The task -> In the entries below, how many lines contain "wrist"? Answer with the number and nothing else.

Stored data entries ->
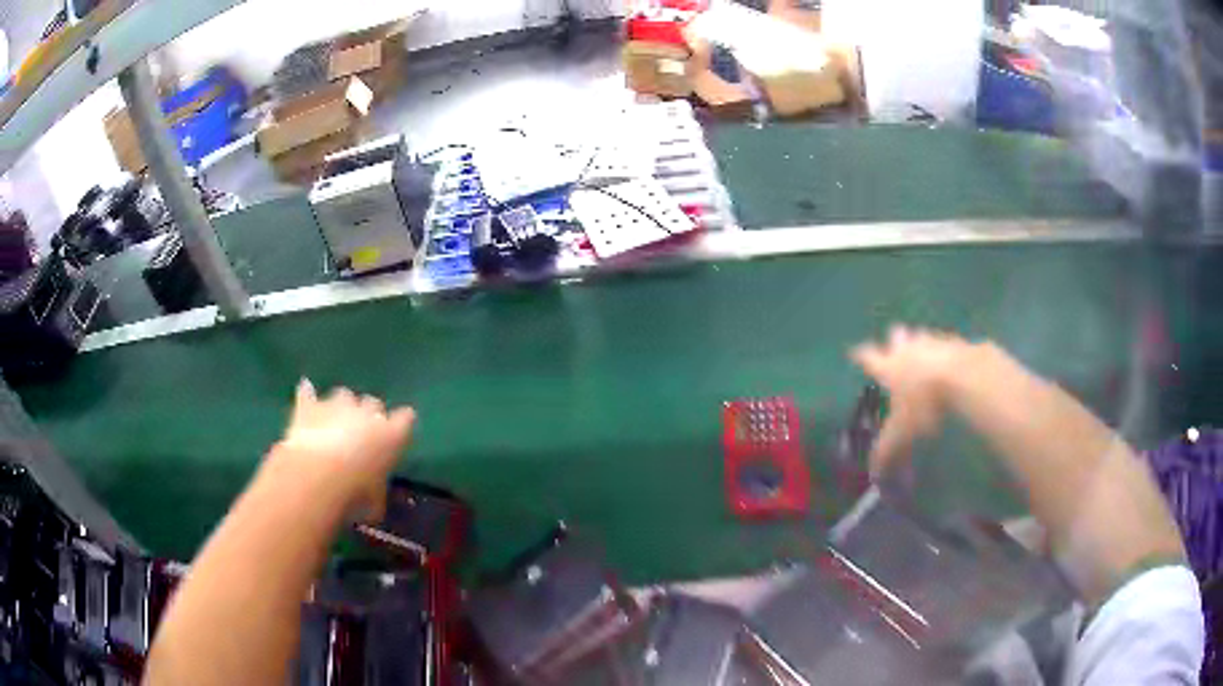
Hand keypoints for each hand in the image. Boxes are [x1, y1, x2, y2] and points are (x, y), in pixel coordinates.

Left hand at [276, 379, 415, 521]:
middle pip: (373, 403)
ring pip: (343, 395)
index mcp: (392, 435)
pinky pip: (308, 392)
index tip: (397, 433)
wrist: (317, 476)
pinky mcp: (310, 406)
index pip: (406, 419)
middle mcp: (368, 412)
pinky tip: (306, 393)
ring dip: (341, 406)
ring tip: (333, 422)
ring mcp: (337, 405)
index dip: (401, 424)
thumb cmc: (356, 494)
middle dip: (367, 415)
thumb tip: (373, 504)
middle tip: (360, 434)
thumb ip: (376, 493)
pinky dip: (308, 394)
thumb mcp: (376, 504)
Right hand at [850, 326, 973, 477]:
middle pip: (896, 337)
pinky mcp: (956, 343)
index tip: (854, 353)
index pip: (868, 358)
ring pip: (922, 337)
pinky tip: (952, 364)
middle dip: (894, 341)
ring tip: (925, 355)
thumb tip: (872, 473)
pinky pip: (948, 345)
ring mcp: (932, 343)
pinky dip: (947, 352)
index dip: (860, 356)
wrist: (961, 377)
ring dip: (921, 344)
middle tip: (896, 346)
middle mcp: (907, 350)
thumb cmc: (923, 403)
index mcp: (889, 368)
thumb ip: (887, 451)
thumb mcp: (901, 433)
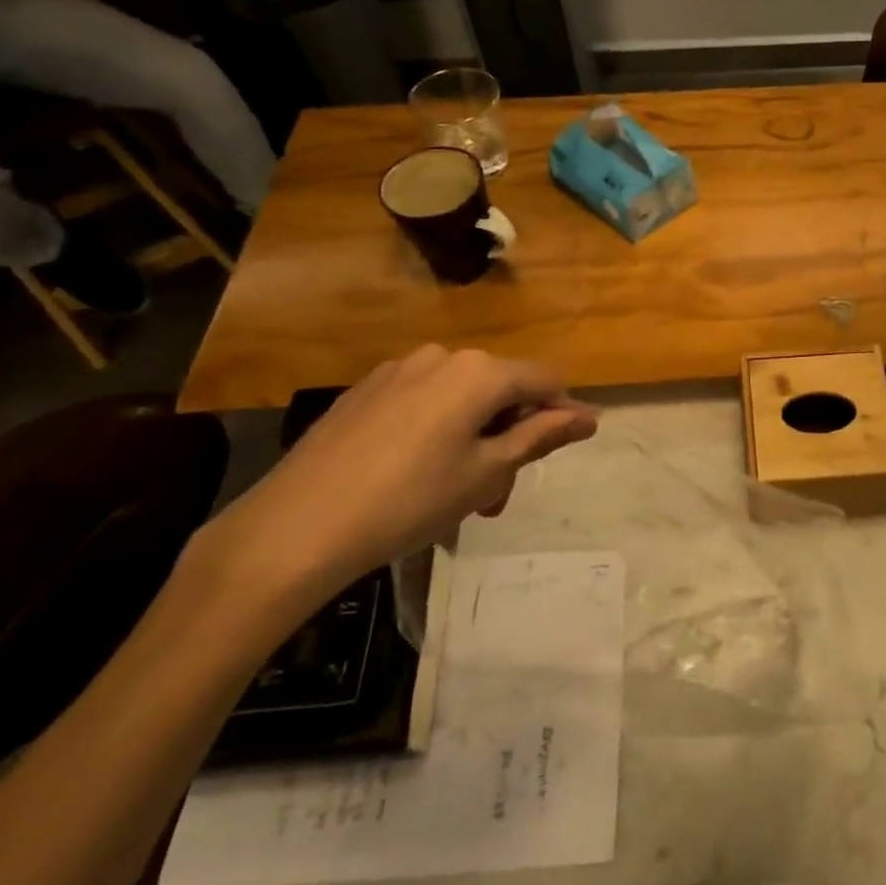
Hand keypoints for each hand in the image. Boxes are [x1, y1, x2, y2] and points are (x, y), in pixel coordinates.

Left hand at [197, 346, 598, 610]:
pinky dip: (438, 431)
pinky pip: (423, 402)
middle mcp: (442, 357)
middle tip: (498, 493)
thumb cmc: (410, 501)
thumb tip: (589, 416)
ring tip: (458, 492)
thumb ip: (541, 436)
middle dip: (512, 435)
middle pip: (501, 389)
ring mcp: (398, 370)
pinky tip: (415, 475)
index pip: (545, 380)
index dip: (563, 413)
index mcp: (479, 372)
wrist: (296, 527)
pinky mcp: (364, 391)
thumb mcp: (487, 473)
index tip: (567, 449)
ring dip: (475, 437)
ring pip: (461, 398)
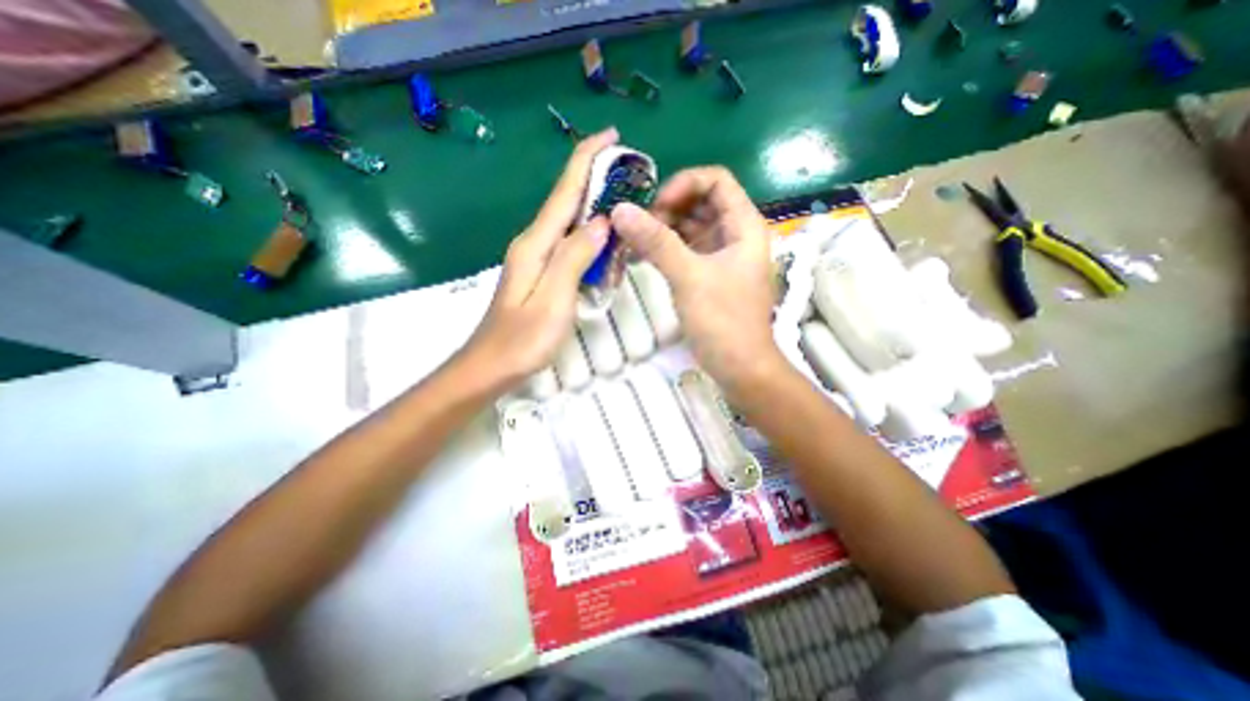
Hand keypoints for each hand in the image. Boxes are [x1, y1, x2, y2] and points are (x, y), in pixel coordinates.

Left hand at [461, 127, 615, 389]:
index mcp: (536, 244)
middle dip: (594, 179)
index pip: (564, 192)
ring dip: (594, 207)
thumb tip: (600, 222)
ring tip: (623, 200)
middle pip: (566, 202)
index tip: (611, 135)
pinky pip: (568, 245)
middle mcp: (533, 244)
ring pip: (569, 224)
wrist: (490, 367)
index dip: (586, 160)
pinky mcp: (540, 275)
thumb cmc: (522, 340)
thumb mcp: (553, 298)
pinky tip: (604, 240)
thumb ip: (574, 257)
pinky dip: (588, 235)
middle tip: (627, 169)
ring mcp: (535, 260)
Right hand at [610, 166, 778, 394]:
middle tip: (639, 228)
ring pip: (689, 227)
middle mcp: (734, 234)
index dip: (684, 184)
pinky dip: (664, 250)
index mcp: (743, 225)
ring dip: (662, 230)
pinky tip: (639, 257)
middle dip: (668, 209)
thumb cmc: (723, 320)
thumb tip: (620, 209)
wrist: (739, 366)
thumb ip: (656, 241)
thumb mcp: (689, 276)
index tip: (656, 207)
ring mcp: (721, 255)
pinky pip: (684, 250)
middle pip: (700, 202)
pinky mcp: (708, 274)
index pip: (716, 180)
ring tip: (632, 243)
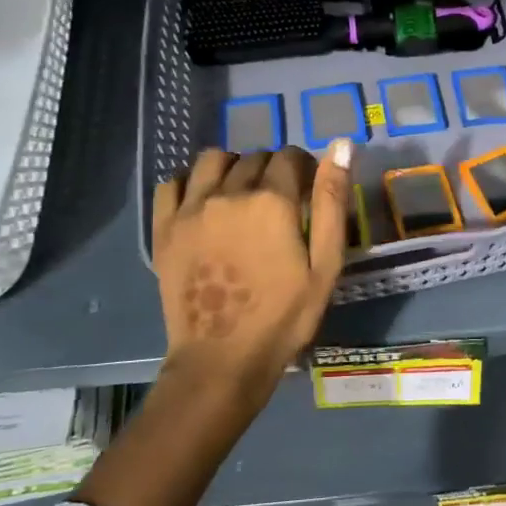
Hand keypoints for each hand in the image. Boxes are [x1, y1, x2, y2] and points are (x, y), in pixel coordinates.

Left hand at [151, 141, 352, 409]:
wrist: (222, 360)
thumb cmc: (285, 316)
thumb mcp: (326, 263)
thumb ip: (332, 201)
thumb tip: (341, 145)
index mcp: (272, 201)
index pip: (290, 157)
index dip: (305, 169)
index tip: (309, 192)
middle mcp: (228, 193)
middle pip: (254, 157)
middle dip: (273, 170)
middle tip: (280, 203)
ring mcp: (191, 209)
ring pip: (213, 160)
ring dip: (233, 168)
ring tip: (242, 196)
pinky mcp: (164, 229)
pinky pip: (173, 182)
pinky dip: (192, 183)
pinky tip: (205, 203)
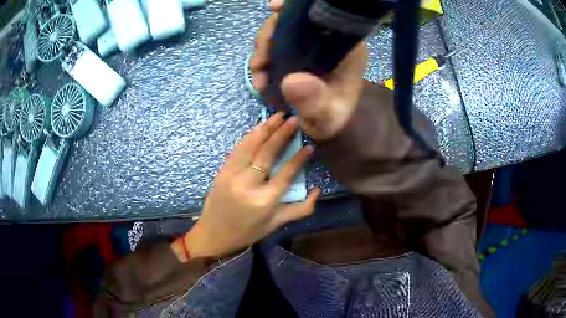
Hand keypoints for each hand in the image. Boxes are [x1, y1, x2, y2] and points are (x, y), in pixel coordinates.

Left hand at [181, 113, 319, 258]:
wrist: (214, 235)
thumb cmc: (248, 232)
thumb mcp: (276, 224)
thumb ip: (300, 209)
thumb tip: (317, 190)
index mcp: (265, 201)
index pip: (286, 174)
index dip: (298, 158)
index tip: (309, 145)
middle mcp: (248, 185)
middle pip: (268, 154)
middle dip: (282, 134)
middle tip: (294, 119)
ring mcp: (232, 176)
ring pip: (251, 146)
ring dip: (265, 129)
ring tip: (278, 116)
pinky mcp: (221, 171)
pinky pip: (237, 149)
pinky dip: (249, 136)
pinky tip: (259, 127)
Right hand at [250, 0, 367, 140]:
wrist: (326, 122)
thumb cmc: (332, 118)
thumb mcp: (326, 118)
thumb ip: (314, 103)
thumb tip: (291, 81)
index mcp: (345, 49)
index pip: (323, 17)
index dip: (296, 11)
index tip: (274, 11)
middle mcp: (328, 40)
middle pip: (296, 22)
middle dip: (271, 37)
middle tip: (259, 64)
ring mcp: (311, 44)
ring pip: (282, 31)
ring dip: (263, 47)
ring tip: (258, 74)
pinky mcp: (299, 50)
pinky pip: (277, 41)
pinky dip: (264, 51)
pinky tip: (260, 68)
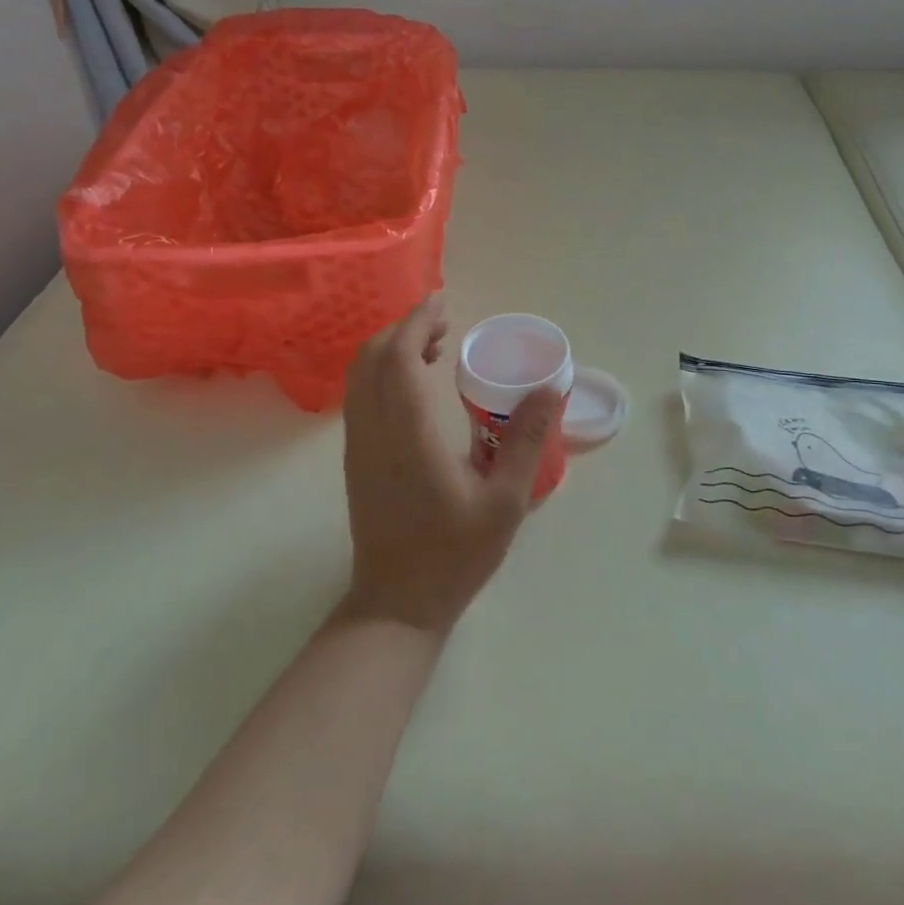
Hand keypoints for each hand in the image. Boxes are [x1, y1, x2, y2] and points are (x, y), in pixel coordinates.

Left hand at [340, 295, 559, 633]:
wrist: (397, 603)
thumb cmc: (454, 554)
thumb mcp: (505, 502)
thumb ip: (524, 440)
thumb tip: (548, 389)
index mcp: (409, 435)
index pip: (400, 358)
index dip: (417, 321)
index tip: (442, 302)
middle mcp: (374, 430)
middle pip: (374, 356)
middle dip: (406, 327)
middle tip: (446, 322)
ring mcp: (358, 444)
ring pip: (360, 374)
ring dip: (391, 347)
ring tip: (433, 346)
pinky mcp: (355, 457)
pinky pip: (359, 394)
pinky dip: (381, 370)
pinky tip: (414, 383)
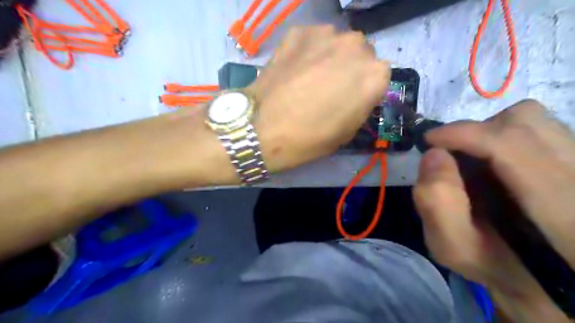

Response -> 9